Я вернулся в холл. Он был полон людей. Мужчина с пунцовым лицом, очень импульсивный, выкрикнул, что дает мне тридцать секунд на возврат денег, иначе он войдет в зал и призовет всех на “суд Линча”.
– Мы соберемся все и линчуем тебя!
Когда истекли тридцать секунд, никто его не остановил. Он вошел в зал, встал перед экраном и завопил:
– Да, я иду с вами!
В конце концов я предложил подождать минуту. Марио Казетта попросил толпу позволить нам объясниться. Марио и меня оттеснили почти к самому выходу. Мы вспомнили о беспорядках, которые недавно произошли во время футбольного матча в Южной Америке. Людей переполняла ярость. Толпа была на волоске от приведения в действие своего желания все громить и крушить. Мужчина с пунцовым лицом выкрикнул мне:
– Так что вы намерены делать?
– Я дам вам билеты на другой фильм.
Более двухсот билетов были розданы желающим».
Показывать фильмы Уорхола в 1964 году, в Америке, было делом далеко не безопасным! Но это никак не повлияло на желание Уорхола продолжать снимать кино. Он снял Билли Нейма, делавшего стрижку Джону Додду. Кажется, существует другая версия этого фильма с третьим персонажем – молодым человеком в светлых джинсах и голым торсом, который в течение фильма полностью обнажается, прямо перед камерой. Энди снял, как ест грибы Роберт Индиана, один из редких артистов, с кем он поддерживал дружеские отношения. Фильмы без заглавных титров начинались то в почти кромешной темноте, то с передержанных кадров, что дало повод кинообозревателям отнести эти эффекты к профессиональным ошибкам. Названия фильмов были в высшей степени лаконичны и полностью соответствовали «действиям»: Haircut (Стрижка), Sleep (Сон), Kiss (Поцелуй), Eat (Еда), BlowJob (Минет), Empire (Империя), Taylor Mead’s Ass (Задница Тейлора Мида), Henry Geldzahler (Генри Гельдцалер).

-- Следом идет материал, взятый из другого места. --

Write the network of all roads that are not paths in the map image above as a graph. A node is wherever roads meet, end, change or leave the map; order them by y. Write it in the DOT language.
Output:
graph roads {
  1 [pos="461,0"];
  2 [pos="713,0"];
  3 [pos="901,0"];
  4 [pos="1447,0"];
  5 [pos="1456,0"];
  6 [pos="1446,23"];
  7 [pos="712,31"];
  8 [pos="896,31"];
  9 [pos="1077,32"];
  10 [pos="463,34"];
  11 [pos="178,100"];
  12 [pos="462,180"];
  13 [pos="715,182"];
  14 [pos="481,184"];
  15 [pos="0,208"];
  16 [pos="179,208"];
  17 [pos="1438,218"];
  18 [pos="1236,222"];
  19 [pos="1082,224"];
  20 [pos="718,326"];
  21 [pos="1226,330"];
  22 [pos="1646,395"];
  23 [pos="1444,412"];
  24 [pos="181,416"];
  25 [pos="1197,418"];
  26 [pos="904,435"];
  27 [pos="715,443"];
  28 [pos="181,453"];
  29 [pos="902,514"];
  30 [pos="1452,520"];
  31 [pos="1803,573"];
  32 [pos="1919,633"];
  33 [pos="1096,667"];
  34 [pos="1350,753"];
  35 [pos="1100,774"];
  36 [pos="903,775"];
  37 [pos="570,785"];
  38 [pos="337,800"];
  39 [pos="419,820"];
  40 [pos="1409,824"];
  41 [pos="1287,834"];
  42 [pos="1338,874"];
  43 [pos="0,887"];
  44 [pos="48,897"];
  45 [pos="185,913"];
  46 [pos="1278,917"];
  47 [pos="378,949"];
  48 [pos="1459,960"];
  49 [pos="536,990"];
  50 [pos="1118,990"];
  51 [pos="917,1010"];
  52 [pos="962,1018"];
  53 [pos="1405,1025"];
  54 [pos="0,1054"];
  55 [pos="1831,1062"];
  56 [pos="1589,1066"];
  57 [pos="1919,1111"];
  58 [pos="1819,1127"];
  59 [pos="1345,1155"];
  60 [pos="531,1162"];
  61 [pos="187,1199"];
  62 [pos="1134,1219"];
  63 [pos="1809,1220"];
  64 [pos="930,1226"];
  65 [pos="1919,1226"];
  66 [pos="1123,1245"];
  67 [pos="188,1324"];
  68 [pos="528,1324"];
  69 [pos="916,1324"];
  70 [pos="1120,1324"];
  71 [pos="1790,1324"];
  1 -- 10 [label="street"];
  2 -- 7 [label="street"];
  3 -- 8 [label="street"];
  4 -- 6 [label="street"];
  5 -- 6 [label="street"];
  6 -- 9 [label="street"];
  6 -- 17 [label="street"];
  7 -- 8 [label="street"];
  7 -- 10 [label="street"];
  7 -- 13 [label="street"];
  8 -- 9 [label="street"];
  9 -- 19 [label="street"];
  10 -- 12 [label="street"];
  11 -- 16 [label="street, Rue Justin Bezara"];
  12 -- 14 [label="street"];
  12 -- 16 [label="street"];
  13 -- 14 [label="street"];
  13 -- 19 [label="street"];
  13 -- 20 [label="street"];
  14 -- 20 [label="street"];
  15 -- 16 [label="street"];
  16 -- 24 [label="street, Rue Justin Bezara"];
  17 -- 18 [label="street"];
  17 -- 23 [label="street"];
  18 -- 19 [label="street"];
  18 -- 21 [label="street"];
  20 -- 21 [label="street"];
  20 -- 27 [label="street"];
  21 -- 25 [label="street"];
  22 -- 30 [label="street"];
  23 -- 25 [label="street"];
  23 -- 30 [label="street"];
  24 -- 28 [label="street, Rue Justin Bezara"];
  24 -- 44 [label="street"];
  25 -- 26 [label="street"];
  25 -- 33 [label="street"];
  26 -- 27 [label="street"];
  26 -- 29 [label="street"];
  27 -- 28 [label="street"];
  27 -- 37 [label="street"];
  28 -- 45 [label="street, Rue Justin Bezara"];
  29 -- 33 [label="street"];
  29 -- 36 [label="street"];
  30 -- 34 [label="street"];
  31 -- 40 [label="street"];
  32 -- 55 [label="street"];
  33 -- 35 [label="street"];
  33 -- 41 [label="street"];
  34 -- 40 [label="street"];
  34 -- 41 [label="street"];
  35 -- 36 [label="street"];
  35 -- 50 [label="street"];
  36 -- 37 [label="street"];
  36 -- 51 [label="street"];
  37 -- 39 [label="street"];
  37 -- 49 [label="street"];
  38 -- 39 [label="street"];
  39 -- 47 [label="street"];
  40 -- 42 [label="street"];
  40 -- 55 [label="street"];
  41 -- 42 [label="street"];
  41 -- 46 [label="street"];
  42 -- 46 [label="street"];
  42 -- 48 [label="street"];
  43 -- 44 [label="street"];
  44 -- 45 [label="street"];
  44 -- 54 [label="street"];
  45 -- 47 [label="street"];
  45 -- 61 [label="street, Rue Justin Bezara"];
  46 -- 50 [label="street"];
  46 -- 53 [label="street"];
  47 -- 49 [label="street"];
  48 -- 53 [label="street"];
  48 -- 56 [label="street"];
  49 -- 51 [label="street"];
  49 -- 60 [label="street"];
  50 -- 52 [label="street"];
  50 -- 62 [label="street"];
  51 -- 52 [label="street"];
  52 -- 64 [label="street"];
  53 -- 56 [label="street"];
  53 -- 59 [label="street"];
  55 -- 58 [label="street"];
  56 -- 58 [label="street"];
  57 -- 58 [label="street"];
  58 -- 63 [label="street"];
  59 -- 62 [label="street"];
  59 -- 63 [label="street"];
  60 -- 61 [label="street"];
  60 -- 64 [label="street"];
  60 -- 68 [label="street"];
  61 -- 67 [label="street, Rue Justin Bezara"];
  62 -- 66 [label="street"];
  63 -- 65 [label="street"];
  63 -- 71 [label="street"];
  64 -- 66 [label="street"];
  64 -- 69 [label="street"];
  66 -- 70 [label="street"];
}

Henry Geldzahler – это интересная попытка «создать портрет», который трансформировался в автопортрет. В самом деле, режиссер настолько слился со своим произведением, что практически исчез, оставив сюжет один на один перед объективом, дав свободу вести себя так, как ему хочется, но все время оставаясь в поле зрения камеры. «Сюжету» дают понять, что вести себя надо совершенно свободно, незажато. Он должен быть самим собой в ситуации, когда необходимо играть естественность.
Сидеть на одном месте в течение трех минут, глядя прямо в камеру, которая фиксирует ваши малейшие движения и жесты, – это еще куда ни шло. Так делал Билли Нейм в своих портретах, которые позже будет записывать на пленку у входа на «Фабрику». Но просидеть сто минут! В самом деле, этот промежуток времени – имеется в виду продолжительность фильма – делает все, он трансформирует это домашнее видео (съемка курящего друга) в произведение искусства. Этот временной интервал разоблачает все: что можно скрыть в трехминутном промежутке, невозможно спрятать в стоминутном.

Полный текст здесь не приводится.